Tilcajete et Arrazola, la bataille amicale des alebrijes
Changement de registre au sud de la ville, où deux villages voisins se disputent, gentiment, la paternité d’un artisanat devenu emblématique du Mexique tout entier. C’est en 1977, lors d’un événement à Los Angeles, que le sculpteur oaxaquéen Manuel Jiménez Ramírez a rencontré Pedro Linares et s’est mis, de retour à San Antonio Arrazola, à tailler ses propres alebrijes dans le bois de copal plutôt que dans le papier mâché de son inspirateur mexicain. À la mort de Jiménez en 2005, Arrazola est devenu une destination attirant les touristes vers ses nombreux ateliers. Mais c’est San Martín Tilcajete, situé sur une route touristique menant directement au sud de la ville d’Oaxaca, qui est de loin le plus connu des deux villages aujourd’hui, un paradoxe puisque c’est bien Arrazola qui a inventé la technique.

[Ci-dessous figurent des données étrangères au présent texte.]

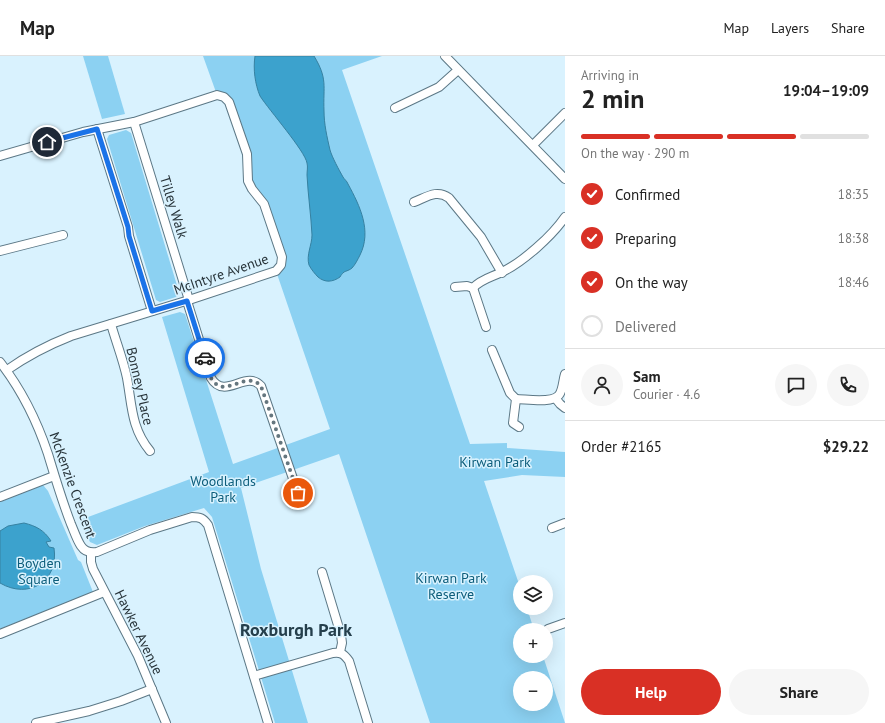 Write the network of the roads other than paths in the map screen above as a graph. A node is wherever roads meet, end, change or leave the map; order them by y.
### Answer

La filière a largement grandi depuis ces débuts artisanaux. Plus de 150 familles travaillent aujourd’hui dans le commerce des alebrijes à San Martín Tilcajete, San Antonio Arrazola et La Union Tejalapan. Certains artisans sont devenus de véritables figures : Jacobo Angeles, né à San Martín Tilcajete, s’est distingué par des motifs peints fins et complexes, souvent inspirés des dessins zapotèques, sur des sculptures reconnaissables entre mille.
Pour la logistique, les deux villages se rejoignent facilement. Depuis la ville d’Oaxaca, on atteint Arrazola en colectivo depuis la gare routière de deuxième classe en environ vingt minutes, tandis que Tilcajete prend quarante minutes par des options similaires. Les colectivos coûtent entre 20 et 50 pesos par personne, contre 200 à 400 pesos pour un taxi sur le même trajet. Et comme la courte distance entre les deux rend possible et intéressante une visite des deux villages le même jour, la boucle complète tient dans une seule journée.
Le mode d’emploi pour rouler comme un local
À Tilcajete les départs sont réguliers et bien identifiables. Les colectivos partent du coin de la Calle Armenta y López et Niños Héroes, à deux pâtés de maisons du Zócalo, ou du secteur du marché Abastos, sous la forme de vans ou minibus blancs affichant « Tilcajete » sur le pare-brise. Ils circulent toutes les 15 à 30 minutes du matin jusqu’à environ 19h, pour une course qui coûte entre 30 et 35 pesos et dépose directement sur la place principale du village. Le retour fonctionne à l’identique, au même endroit, généralement jusqu’à 20h.
Quelques réflexes simples évitent les mauvaises surprises. Prévoir de l’argent liquide en petites coupures, car les chauffeurs n’ont presque jamais de monnaie sur de gros billets. Grimper tôt dans la matinée pour croiser les artisans en plein travail plutôt que des ateliers fermés pour la pause. Et accepter, sans s’en agacer, qu’un colectivo se remplisse parfois jusqu’à six passagers avant de démarrer, ce qui fait partie du folklore autant que les tapis ou les figurines peintes.
Ce système de transport collectif, largement informel, dessert en réalité une bonne partie des villages artisans des Valles Centrales, bien au-delà des deux étapes classiques. FONART, le fonds national mexicain pour la promotion des arts et de l’artisanat, certifie d’ailleurs directement nombre de ces artisans, un repère utile pour distinguer une pièce authentique d’une simple copie destinée aux boutiques du centre-ville. De quoi élargir la boucle, une fois qu’on a compris le principe.